What is needed
Copy word for word, please, the lines of the entries below running from the one containing "Please list the" to the one containing "I need the junctions and links of all roads and", both ends included.
══════════
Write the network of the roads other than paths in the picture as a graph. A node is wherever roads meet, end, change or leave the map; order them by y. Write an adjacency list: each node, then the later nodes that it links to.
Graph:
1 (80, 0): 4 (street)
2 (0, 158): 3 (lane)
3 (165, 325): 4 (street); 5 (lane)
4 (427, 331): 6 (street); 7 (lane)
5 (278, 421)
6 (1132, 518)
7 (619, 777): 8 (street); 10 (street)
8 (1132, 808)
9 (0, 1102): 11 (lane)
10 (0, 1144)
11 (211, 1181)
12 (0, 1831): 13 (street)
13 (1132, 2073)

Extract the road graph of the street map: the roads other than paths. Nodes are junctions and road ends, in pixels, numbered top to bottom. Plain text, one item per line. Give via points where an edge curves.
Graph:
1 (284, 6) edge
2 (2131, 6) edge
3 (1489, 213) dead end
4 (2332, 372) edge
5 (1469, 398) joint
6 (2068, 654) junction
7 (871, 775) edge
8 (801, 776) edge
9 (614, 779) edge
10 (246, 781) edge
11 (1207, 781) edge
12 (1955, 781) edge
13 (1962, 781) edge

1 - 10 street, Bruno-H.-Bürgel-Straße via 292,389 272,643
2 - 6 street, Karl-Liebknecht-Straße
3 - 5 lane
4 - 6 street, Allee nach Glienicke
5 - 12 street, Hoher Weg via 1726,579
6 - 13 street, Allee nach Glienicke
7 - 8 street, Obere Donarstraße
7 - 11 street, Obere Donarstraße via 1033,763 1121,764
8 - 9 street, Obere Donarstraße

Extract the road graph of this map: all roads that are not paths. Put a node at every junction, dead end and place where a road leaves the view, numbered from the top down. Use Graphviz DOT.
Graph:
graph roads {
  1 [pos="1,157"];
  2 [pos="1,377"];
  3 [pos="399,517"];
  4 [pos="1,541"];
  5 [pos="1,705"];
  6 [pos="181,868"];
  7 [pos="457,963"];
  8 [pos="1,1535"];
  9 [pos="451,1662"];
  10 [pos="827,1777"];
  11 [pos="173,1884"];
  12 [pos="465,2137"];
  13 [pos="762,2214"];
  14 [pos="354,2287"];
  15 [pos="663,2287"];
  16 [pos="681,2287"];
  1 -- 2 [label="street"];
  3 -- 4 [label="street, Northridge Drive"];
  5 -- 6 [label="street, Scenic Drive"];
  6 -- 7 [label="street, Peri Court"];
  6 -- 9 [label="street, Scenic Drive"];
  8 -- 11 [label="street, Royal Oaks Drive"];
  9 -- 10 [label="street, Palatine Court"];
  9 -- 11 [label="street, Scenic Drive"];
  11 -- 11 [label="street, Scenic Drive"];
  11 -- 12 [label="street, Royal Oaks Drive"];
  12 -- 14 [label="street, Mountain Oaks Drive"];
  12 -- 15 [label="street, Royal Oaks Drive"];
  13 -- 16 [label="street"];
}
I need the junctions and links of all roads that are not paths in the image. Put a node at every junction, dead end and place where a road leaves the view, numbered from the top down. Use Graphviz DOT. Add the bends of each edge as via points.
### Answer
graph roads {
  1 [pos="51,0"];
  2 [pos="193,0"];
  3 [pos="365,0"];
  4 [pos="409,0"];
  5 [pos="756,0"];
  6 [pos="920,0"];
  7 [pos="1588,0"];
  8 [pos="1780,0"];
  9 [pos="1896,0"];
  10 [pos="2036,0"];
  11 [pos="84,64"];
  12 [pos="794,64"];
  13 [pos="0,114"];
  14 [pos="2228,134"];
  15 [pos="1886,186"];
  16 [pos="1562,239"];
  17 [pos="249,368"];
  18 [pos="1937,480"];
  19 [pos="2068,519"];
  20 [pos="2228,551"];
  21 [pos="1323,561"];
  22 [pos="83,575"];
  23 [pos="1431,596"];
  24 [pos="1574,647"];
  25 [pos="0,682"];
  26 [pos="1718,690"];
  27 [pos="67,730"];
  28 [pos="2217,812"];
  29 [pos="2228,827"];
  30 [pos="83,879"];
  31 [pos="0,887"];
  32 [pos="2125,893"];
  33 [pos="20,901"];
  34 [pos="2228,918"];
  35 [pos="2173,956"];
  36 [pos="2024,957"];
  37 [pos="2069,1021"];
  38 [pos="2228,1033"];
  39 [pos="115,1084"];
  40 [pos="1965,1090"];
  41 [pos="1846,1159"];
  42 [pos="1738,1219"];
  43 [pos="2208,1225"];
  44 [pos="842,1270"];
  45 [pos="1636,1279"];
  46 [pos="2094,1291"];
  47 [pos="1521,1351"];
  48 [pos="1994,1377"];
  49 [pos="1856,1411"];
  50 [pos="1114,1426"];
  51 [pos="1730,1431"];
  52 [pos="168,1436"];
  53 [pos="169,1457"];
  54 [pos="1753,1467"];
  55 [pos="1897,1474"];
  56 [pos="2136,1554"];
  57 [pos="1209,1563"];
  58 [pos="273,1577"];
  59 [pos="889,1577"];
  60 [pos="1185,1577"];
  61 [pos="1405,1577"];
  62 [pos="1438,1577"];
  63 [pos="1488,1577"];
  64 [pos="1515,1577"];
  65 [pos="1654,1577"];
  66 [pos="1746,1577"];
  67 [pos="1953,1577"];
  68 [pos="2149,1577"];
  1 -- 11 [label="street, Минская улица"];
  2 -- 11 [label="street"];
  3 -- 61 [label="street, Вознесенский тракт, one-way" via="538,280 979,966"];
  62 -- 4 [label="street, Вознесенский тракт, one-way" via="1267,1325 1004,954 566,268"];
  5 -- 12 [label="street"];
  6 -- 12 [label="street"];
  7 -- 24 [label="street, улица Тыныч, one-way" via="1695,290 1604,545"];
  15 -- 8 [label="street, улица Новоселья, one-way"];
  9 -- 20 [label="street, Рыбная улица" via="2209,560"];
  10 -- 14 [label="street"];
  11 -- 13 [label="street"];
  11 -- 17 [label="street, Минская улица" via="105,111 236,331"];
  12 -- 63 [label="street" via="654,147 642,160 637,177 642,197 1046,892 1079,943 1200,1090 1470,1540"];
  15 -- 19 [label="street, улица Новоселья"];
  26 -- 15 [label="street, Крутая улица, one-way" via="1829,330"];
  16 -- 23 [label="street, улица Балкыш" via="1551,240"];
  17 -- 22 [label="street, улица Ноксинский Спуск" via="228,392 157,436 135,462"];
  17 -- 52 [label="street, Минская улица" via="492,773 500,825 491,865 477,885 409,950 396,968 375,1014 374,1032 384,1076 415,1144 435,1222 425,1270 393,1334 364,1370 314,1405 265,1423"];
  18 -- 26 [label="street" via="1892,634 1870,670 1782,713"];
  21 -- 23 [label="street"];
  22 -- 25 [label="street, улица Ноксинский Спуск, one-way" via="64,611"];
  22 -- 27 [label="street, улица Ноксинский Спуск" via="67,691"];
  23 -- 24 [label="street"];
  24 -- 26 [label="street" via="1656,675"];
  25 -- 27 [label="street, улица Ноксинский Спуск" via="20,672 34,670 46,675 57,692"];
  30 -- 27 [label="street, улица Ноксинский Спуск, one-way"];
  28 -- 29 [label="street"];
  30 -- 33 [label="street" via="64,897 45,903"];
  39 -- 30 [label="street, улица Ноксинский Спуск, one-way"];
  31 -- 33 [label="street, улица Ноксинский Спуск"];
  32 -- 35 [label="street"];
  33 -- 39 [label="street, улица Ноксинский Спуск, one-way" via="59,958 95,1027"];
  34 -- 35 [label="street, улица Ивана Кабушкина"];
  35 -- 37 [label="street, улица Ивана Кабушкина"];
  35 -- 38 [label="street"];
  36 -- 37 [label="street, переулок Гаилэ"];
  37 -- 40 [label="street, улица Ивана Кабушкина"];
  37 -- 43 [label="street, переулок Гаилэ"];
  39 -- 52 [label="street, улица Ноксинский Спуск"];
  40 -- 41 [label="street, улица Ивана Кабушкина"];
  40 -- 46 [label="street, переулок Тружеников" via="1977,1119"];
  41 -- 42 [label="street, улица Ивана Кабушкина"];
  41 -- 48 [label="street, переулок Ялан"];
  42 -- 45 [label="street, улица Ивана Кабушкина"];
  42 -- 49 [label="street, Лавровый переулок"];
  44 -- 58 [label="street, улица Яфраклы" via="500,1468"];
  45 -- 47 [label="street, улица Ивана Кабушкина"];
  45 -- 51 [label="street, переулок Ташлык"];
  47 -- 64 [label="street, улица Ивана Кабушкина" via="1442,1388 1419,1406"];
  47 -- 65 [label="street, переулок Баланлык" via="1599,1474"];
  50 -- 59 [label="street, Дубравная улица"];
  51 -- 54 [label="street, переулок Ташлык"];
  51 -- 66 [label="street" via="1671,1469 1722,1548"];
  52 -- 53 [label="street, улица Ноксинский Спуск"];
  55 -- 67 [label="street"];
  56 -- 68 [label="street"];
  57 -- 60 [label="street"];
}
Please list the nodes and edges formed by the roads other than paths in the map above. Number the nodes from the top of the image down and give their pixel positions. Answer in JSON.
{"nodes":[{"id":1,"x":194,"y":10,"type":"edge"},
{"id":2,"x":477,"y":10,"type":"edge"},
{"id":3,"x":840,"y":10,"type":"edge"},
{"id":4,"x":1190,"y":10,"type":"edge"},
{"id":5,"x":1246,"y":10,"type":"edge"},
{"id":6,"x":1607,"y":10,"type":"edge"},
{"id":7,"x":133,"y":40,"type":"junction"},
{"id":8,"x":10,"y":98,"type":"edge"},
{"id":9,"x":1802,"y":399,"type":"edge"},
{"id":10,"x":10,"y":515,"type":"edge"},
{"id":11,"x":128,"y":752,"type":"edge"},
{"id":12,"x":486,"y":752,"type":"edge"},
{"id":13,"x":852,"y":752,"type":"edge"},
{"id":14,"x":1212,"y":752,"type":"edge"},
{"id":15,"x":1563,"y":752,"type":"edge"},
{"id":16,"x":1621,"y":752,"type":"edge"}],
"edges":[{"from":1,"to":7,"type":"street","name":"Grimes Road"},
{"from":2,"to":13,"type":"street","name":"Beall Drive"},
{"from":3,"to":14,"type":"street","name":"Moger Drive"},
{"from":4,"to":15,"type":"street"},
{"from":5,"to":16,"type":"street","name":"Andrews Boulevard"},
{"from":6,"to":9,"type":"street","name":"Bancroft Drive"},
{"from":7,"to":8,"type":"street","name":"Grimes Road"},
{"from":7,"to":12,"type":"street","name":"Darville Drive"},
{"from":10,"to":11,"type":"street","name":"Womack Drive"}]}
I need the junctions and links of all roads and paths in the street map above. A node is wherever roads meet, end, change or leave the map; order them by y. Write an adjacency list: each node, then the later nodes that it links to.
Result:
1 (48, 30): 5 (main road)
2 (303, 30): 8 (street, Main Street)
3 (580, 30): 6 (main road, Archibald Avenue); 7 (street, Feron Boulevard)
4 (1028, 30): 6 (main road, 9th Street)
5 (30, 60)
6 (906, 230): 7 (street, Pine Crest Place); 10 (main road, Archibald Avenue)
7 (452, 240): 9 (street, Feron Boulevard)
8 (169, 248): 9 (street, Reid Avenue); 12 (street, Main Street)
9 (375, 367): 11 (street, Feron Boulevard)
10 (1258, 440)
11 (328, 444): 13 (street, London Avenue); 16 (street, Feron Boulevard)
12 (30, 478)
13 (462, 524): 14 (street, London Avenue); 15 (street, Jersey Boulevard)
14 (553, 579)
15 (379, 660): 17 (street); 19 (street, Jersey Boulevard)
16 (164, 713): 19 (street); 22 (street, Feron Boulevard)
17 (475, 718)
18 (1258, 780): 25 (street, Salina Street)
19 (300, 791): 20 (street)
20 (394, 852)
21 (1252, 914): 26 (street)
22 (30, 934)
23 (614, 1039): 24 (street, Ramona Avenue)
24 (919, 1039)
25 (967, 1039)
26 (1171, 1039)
══════════
Answer area
Please list the nodes and edges formed by the roads other than paths in the map above. Number the nodes from the top of the image down and give their pixel positions. Answer in JSON.
{"nodes":[{"id":1,"x":194,"y":10,"type":"edge"},
{"id":2,"x":477,"y":10,"type":"edge"},
{"id":3,"x":840,"y":10,"type":"edge"},
{"id":4,"x":1190,"y":10,"type":"edge"},
{"id":5,"x":1246,"y":10,"type":"edge"},
{"id":6,"x":1607,"y":10,"type":"edge"},
{"id":7,"x":133,"y":40,"type":"junction"},
{"id":8,"x":10,"y":98,"type":"edge"},
{"id":9,"x":1802,"y":399,"type":"edge"},
{"id":10,"x":10,"y":515,"type":"edge"},
{"id":11,"x":128,"y":752,"type":"edge"},
{"id":12,"x":486,"y":752,"type":"edge"},
{"id":13,"x":852,"y":752,"type":"edge"},
{"id":14,"x":1212,"y":752,"type":"edge"},
{"id":15,"x":1563,"y":752,"type":"edge"},
{"id":16,"x":1621,"y":752,"type":"edge"}],
"edges":[{"from":1,"to":7,"type":"street","name":"Grimes Road"},
{"from":2,"to":13,"type":"street","name":"Beall Drive"},
{"from":3,"to":14,"type":"street","name":"Moger Drive"},
{"from":4,"to":15,"type":"street"},
{"from":5,"to":16,"type":"street","name":"Andrews Boulevard"},
{"from":6,"to":9,"type":"street","name":"Bancroft Drive"},
{"from":7,"to":8,"type":"street","name":"Grimes Road"},
{"from":7,"to":12,"type":"street","name":"Darville Drive"},
{"from":10,"to":11,"type":"street","name":"Womack Drive"}]}
I need the junctions and links of all roads and paths in the street map above. A node is wherever roads meet, end, change or leave the map; order them by y. Write an adjacency list: each node, then the later nodes that it links to.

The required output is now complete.